11、gRPC与分布式链路追踪

传送门 Opentracing

传送门 Jayger && ZipKin

在前面的两篇文章中,我们已经普及了什么是OpenTracing,以及Jaeger和ZipKin的简单比较。接下来,就来按照官方的例子进行一个简单的尝试,然后再抽丝剥茧,看看如何在我们的工程代码中进行实现。

官方DEMO

Setup MicroDonuts

首先,测试环境需要安装JDK,以及Maven,可以搜索如何安装。

git clone git@github.com:opentracing-contrib/java-opentracing-walkthrough.git
cd java-opentracing-walkthrough/microdonuts
mvn package exec:exec

在浏览器中访问 http://127.0.0.1:10001 就可以看到一个简单的页面了。

选择一个分布式追踪工具

我们这里选择的是Jaeger.

修改 microdonuts/tracer_config.properties 文件:

tracer=jaeger
jaeger.reporter_host=localhost
jaeger.reporter_port=5775

在docker中运行:

docker run -d -p 5775:5775/udp -p 16686:16686 jaegertracing/all-in-one:latest

打开浏览器,访问 http://localhost:16686 就可以看到 Jaeger UI 了。

官方示例 Tracing Demo

Take OpenTracing for a HotROD ride

gRPC 集成 Jaeger

在前面的对比中,我们已经大体上介绍过Jaeger 和 ZipKin 的区别,同时我们也介绍了二者在现有云原生生态中的发展。所以,我们这里选择了Jaeger来进行学习。

下面我们就介绍一下,如何在gRPC中集成Jaeger。

从我们之前介绍的Jaeger文章中,我们看到如果想要对每个服务进行tracing,除了需要在代码里面嵌入Jaeger Client 之外,还需要有Agent,collector,store,UI 等众多组件。我们这里只演示如何在代码中集成JaegerClient,至于其他组件,我们都在docker中运行。
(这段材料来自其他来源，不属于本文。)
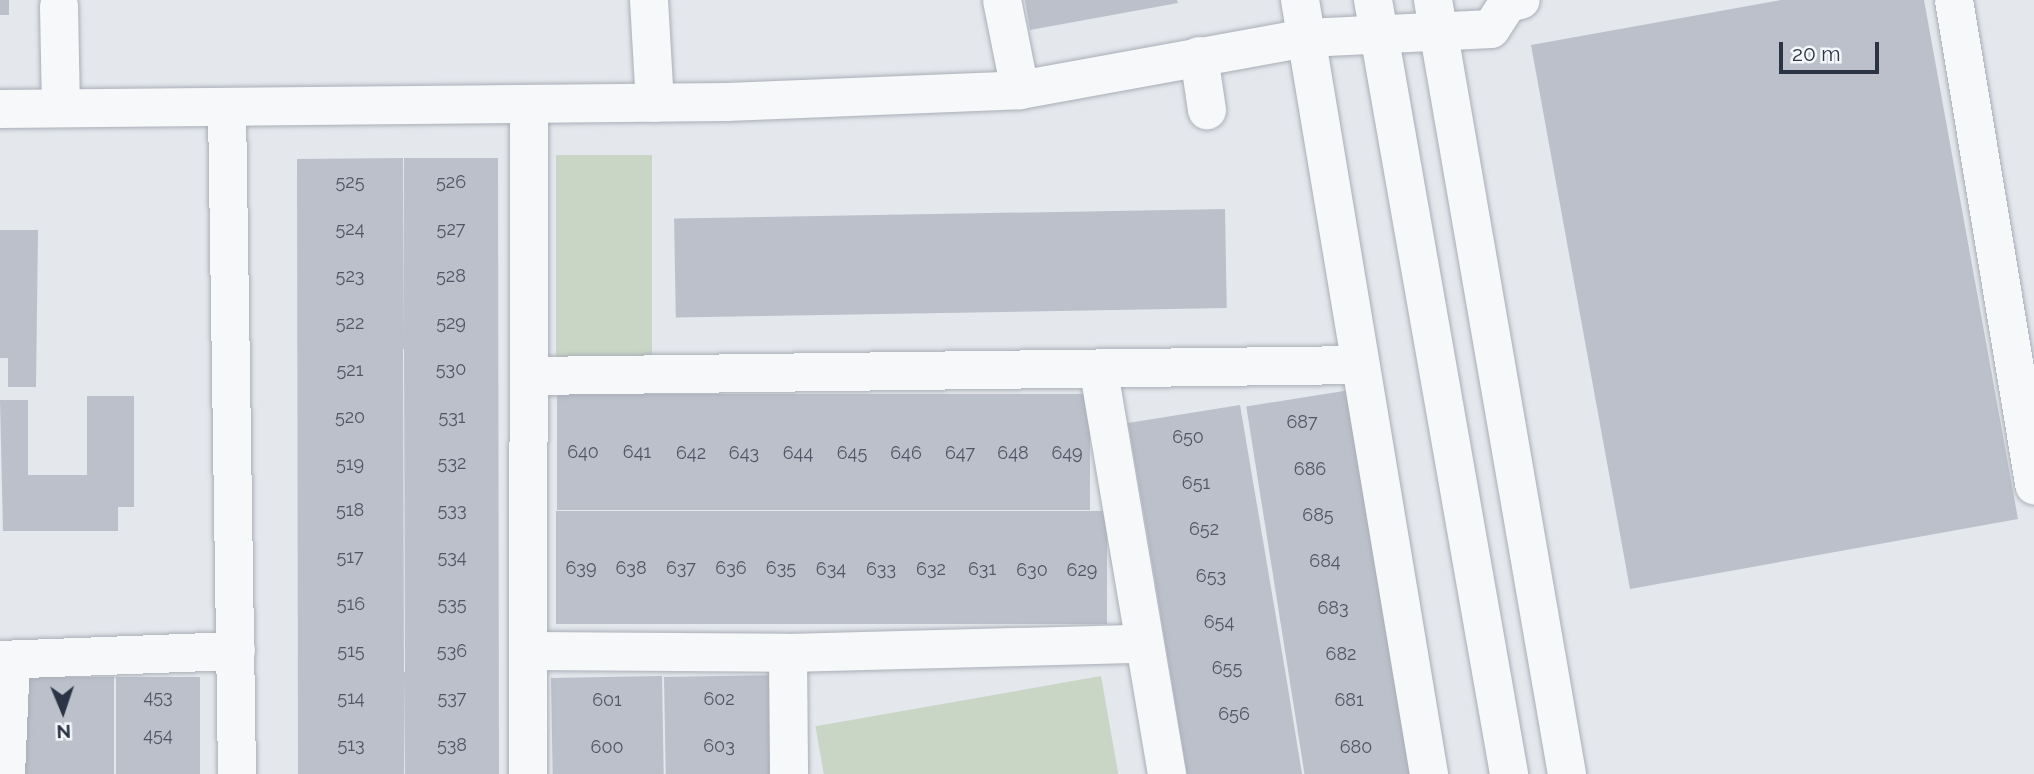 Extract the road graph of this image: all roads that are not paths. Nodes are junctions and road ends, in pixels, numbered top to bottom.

docker run -d -p6831:6831/udp -p16686:16686 jaegertracing/all-in-one:latest

这时在浏览器中访问 http://127.0.0.1:16686/search就可以看到jaeger的页面了。不过现在代码还没有跑起来,看不到什么效果。

查看一下容器内的构成

可以点击 jaeger-docker-compose 去查看一下这个容器内的构成。 下面把代码贴一下。

version: '2'

services:
    jaeger-collector:
      image: jaegertracing/jaeger-collector
      command: ["--cassandra.keyspace=jaeger_v1_dc1", "--cassandra.servers=cassandra", "--collector.zipkin.http-port=9411"]
      ports:
        - "14269"
        - "14268:14268"
        - "14267"
        - "14250"
        - "9411:9411"
      restart: on-failure
      depends_on:
        - cassandra-schema

    jaeger-query:
      image: jaegertracing/jaeger-query
      command: ["--cassandra.keyspace=jaeger_v1_dc1", "--cassandra.servers=cassandra"]
      ports:
        - "16686:16686"
        - "16687"
      restart: on-failure
      depends_on:
        - cassandra-schema

    jaeger-agent:
      image: jaegertracing/jaeger-agent
      command: ["--reporter.grpc.host-port=jaeger-collector:14250"]
      ports:
        - "5775:5775/udp"
        - "6831:6831/udp"
        - "6832:6832/udp"
        - "5778:5778"
      restart: on-failure
      depends_on:
        - jaeger-collector

    cassandra:
      image: cassandra:3.9

    cassandra-schema:
      image: jaegertracing/jaeger-cassandra-schema
      depends_on:
        - cassandra

即便对容器不是很熟悉的话,也能够看出,容器内运行的程序 包含了四个部分,分别是 agent,query,collector,还有存储cassandra。很明显,接下来,我们在 gRPC-example中,再集成 jaeger-client,然后就可以进行微服务的链路追踪了。

tracing carrier

根据 Opentracing 的官方定义在进行,跨进程追踪调用的时候,需要进行 Inject and Extract。并且需要指定carrier。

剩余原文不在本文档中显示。